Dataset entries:
=== Section Start ===

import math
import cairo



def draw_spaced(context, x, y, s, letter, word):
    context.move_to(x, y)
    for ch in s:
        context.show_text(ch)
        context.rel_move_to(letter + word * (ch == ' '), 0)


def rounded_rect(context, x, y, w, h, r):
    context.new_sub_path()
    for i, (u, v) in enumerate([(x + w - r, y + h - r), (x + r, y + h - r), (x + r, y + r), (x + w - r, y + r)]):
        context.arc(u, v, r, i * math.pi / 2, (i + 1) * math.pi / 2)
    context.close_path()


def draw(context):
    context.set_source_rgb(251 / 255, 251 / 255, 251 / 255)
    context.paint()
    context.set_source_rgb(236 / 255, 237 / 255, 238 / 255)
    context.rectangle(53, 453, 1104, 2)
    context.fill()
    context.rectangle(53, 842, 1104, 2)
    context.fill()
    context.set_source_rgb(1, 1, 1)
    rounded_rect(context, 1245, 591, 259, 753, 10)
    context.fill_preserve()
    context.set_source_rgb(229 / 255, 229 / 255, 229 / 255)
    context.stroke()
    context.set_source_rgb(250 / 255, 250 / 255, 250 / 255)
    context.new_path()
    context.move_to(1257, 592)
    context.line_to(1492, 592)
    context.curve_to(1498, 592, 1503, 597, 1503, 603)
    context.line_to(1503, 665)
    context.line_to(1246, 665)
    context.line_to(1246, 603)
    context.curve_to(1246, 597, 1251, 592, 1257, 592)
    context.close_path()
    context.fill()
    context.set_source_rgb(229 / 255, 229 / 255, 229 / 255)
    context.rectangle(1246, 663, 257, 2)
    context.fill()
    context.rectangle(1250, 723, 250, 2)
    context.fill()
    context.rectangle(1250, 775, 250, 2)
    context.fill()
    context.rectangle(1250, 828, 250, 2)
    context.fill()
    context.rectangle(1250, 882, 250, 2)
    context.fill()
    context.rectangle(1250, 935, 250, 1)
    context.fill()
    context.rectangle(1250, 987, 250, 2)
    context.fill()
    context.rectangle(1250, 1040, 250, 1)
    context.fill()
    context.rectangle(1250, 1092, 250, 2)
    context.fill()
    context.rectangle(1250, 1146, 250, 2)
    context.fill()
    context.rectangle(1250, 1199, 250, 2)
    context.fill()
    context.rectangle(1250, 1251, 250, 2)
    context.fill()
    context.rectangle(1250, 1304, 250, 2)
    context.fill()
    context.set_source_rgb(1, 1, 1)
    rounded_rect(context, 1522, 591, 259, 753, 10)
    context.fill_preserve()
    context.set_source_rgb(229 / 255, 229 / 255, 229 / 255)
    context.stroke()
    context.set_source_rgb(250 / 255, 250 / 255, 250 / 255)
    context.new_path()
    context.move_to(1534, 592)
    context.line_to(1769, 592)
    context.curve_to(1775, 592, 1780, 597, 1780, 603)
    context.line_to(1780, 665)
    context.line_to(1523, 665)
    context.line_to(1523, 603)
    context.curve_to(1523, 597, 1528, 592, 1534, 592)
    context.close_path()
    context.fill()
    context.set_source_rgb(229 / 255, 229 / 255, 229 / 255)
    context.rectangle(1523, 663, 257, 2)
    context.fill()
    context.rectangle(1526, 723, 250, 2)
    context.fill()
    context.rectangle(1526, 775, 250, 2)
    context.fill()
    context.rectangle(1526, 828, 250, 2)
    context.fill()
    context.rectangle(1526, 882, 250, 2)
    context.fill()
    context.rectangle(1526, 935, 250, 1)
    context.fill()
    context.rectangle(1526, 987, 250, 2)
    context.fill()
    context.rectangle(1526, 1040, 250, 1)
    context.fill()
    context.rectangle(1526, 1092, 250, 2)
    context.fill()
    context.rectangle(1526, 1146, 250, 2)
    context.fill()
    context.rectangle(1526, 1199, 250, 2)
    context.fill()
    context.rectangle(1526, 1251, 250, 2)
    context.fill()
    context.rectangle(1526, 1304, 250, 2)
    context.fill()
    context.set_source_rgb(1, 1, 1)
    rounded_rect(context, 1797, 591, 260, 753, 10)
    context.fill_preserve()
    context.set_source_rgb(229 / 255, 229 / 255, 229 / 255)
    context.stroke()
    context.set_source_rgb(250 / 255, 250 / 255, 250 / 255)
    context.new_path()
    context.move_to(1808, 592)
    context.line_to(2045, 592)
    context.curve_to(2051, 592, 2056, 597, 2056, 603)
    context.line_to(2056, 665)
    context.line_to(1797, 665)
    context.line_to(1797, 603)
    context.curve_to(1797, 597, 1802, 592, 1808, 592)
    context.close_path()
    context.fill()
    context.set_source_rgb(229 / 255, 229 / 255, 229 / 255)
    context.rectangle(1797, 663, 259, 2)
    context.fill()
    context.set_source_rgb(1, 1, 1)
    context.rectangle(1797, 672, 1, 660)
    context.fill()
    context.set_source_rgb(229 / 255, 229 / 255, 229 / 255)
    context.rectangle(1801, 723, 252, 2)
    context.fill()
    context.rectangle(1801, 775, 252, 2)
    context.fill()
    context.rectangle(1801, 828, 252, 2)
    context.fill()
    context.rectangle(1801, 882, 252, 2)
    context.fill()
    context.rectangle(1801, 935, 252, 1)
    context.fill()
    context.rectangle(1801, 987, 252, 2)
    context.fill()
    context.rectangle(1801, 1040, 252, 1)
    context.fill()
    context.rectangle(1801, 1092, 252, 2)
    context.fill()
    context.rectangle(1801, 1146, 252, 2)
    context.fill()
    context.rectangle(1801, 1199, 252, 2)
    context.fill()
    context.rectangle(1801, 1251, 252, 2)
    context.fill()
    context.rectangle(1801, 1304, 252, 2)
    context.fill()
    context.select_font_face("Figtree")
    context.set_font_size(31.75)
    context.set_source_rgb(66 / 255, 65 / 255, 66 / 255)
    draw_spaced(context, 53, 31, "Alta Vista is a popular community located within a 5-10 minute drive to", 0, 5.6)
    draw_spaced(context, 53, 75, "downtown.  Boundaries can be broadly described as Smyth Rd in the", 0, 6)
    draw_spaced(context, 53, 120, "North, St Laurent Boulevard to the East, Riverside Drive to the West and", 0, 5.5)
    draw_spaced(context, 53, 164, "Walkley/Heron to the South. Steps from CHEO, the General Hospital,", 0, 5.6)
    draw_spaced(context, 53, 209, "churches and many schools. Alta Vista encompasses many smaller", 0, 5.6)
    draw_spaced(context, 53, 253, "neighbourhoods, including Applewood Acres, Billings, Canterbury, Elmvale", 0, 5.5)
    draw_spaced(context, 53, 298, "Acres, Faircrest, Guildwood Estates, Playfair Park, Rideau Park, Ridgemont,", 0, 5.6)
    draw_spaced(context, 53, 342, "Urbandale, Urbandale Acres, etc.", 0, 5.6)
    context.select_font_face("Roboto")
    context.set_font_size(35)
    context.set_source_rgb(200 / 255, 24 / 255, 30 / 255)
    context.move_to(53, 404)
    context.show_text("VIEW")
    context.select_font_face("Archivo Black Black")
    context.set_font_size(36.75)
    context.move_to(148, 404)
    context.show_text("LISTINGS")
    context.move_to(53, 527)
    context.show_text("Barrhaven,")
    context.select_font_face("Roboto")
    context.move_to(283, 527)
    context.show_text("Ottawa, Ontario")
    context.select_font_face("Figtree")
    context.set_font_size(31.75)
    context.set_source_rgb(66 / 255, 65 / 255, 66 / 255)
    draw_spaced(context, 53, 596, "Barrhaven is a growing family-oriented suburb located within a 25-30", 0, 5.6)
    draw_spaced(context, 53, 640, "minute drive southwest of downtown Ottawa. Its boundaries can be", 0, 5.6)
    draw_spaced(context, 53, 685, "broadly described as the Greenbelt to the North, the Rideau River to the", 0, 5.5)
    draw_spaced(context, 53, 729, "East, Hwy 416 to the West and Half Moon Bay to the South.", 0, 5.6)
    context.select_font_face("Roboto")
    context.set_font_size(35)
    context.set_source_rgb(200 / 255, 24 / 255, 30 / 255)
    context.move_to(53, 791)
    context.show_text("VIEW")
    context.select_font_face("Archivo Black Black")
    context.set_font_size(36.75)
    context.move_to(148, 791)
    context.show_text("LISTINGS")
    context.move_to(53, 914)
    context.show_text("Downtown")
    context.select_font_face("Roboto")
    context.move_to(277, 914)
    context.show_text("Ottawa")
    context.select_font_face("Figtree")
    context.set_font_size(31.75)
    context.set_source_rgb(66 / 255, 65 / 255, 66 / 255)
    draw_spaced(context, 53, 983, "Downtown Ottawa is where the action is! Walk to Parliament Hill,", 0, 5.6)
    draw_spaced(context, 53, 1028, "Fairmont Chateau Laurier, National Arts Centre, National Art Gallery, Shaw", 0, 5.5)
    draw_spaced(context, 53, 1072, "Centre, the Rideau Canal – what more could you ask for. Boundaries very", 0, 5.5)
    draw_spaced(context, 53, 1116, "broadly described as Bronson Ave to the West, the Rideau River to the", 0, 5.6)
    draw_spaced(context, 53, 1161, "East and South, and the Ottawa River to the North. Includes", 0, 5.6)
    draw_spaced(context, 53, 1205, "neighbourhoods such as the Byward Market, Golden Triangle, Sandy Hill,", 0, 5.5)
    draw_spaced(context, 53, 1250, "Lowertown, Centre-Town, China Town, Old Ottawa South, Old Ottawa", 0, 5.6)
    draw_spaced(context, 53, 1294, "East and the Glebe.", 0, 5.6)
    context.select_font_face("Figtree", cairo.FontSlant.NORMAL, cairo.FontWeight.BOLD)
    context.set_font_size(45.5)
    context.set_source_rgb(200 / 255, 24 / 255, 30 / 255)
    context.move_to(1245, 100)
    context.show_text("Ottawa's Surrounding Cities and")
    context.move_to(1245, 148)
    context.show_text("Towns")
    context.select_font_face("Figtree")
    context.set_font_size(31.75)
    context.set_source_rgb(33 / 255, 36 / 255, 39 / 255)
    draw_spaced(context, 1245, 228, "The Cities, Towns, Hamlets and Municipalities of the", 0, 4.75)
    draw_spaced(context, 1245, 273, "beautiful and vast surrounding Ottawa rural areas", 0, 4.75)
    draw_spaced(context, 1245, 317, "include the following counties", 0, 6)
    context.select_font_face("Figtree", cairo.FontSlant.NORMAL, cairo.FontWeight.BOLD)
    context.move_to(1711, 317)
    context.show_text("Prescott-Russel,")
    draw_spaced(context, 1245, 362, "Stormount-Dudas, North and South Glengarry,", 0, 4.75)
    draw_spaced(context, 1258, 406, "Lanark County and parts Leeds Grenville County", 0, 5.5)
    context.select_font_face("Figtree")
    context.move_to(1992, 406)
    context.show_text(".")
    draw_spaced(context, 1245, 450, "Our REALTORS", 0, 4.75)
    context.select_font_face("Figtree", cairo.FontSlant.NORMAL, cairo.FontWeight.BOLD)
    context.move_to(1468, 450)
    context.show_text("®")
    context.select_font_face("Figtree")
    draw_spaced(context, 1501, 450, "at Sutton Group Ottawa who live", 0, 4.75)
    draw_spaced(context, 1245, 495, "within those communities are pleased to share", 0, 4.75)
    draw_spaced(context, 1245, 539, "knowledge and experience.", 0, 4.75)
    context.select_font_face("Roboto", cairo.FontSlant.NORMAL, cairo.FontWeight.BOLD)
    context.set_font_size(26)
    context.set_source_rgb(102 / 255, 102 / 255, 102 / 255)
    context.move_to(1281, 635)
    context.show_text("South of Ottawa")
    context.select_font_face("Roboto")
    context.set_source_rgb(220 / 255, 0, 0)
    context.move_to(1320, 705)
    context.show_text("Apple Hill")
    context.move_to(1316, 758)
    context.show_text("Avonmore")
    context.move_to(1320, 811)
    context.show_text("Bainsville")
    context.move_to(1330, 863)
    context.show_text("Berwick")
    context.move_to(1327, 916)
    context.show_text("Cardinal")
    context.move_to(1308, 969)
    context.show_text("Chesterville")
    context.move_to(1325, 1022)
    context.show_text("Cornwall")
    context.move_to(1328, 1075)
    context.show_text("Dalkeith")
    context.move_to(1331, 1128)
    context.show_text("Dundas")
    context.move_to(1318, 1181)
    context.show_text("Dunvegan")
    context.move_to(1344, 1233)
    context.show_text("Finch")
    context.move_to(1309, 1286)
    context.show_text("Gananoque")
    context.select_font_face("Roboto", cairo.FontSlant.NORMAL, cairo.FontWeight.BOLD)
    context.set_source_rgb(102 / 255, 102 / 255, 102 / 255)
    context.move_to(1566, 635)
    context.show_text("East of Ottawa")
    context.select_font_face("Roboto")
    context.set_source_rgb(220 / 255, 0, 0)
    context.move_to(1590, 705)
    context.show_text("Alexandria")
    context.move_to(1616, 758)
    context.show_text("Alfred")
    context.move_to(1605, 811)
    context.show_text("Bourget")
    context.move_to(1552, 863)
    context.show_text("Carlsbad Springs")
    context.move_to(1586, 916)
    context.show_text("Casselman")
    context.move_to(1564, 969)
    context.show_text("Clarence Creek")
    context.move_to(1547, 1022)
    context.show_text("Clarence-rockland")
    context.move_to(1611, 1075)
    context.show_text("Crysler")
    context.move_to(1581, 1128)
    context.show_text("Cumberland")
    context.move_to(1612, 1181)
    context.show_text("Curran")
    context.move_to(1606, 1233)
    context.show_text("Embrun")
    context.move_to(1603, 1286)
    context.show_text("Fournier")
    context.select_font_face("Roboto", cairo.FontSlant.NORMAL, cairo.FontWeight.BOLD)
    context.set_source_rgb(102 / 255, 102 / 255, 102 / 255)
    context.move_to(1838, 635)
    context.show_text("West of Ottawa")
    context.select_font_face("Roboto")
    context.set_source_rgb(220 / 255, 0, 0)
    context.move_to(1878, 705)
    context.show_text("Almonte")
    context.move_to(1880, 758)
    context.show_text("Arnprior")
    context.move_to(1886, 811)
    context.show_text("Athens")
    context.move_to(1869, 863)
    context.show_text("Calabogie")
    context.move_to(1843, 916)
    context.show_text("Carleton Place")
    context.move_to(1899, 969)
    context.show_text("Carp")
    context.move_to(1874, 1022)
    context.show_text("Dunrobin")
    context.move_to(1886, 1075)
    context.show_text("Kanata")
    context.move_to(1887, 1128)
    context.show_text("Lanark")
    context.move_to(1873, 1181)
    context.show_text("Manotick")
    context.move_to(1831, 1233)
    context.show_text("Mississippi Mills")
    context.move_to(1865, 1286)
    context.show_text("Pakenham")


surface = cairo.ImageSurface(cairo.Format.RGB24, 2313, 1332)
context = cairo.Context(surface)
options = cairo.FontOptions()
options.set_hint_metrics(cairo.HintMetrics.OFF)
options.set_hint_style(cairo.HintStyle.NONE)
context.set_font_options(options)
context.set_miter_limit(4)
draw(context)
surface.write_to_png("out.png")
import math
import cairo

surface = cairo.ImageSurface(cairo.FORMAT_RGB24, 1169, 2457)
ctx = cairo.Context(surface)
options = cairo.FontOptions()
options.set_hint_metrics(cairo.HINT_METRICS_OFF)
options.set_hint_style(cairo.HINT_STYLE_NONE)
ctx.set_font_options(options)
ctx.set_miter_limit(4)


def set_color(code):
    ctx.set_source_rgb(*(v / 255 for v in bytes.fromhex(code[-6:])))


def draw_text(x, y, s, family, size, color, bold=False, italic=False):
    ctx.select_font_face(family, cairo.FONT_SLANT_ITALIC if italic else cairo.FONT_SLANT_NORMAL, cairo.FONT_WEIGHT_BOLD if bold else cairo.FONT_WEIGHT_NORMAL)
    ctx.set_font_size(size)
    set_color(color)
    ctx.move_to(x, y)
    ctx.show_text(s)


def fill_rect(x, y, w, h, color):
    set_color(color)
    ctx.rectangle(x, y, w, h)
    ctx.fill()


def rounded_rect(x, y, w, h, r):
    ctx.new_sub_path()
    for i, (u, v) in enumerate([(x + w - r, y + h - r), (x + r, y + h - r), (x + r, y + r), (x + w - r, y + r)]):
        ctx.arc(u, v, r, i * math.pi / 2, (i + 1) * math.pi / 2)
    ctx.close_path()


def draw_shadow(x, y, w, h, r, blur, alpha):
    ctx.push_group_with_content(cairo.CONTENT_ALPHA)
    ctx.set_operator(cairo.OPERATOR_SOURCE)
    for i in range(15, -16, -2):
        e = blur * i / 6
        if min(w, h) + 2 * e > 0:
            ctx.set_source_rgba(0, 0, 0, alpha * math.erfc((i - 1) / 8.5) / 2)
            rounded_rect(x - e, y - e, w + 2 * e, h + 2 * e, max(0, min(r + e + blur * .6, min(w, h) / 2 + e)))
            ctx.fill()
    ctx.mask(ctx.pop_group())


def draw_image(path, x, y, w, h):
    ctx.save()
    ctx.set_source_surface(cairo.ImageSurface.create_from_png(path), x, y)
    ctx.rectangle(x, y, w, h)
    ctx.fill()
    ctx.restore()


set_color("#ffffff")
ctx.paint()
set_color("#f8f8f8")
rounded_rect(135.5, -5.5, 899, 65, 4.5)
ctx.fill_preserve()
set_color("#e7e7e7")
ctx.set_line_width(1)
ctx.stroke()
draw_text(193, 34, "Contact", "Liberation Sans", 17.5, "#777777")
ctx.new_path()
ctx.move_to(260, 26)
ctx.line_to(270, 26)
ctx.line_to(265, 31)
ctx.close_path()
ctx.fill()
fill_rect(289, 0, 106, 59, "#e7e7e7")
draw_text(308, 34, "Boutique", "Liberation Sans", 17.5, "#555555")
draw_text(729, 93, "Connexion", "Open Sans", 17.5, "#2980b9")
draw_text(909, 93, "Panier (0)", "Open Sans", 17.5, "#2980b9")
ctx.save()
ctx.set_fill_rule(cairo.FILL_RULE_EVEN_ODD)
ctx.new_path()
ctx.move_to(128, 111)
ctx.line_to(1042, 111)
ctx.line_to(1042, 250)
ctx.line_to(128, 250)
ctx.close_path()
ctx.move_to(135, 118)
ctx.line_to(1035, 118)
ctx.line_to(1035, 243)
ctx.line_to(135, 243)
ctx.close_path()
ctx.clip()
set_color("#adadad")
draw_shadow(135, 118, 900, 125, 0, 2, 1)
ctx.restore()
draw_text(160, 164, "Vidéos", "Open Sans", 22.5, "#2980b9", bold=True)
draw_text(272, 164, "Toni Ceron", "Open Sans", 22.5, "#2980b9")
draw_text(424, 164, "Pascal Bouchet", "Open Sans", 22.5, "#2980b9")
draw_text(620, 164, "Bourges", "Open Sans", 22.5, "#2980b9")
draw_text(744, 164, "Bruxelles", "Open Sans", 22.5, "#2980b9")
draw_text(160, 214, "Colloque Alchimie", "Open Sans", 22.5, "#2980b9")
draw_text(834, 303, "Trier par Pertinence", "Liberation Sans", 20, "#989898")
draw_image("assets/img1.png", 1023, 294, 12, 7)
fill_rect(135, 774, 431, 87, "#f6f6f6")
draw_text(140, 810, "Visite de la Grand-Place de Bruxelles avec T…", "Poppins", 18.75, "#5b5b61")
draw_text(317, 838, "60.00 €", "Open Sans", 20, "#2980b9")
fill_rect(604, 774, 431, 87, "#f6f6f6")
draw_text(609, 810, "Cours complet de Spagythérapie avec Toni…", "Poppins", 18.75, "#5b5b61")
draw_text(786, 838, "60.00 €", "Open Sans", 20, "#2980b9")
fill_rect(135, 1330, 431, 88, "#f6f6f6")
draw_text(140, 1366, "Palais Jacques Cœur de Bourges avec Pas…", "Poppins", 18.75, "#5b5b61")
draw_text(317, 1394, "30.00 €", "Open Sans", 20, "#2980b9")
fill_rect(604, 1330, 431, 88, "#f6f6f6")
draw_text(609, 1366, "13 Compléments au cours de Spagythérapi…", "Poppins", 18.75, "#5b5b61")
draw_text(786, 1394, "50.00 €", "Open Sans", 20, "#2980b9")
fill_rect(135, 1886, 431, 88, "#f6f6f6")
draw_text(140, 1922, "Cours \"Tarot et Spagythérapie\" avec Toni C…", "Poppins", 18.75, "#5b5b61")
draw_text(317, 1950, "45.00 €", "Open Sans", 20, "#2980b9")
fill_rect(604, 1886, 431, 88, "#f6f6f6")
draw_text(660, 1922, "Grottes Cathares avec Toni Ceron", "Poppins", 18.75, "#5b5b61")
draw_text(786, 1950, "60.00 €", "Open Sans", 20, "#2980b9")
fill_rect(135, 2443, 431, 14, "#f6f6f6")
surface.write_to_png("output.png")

=== Section End ===

▸ TASK INSTRUCTIONS:
Pull out all lines of the data with the string "options".

▸ TASK OUTPUT:
options = cairo.FontOptions()
options.set_hint_metrics(cairo.HintMetrics.OFF)
options.set_hint_style(cairo.HintStyle.NONE)
context.set_font_options(options)
options = cairo.FontOptions()
options.set_hint_metrics(cairo.HINT_METRICS_OFF)
options.set_hint_style(cairo.HINT_STYLE_NONE)
ctx.set_font_options(options)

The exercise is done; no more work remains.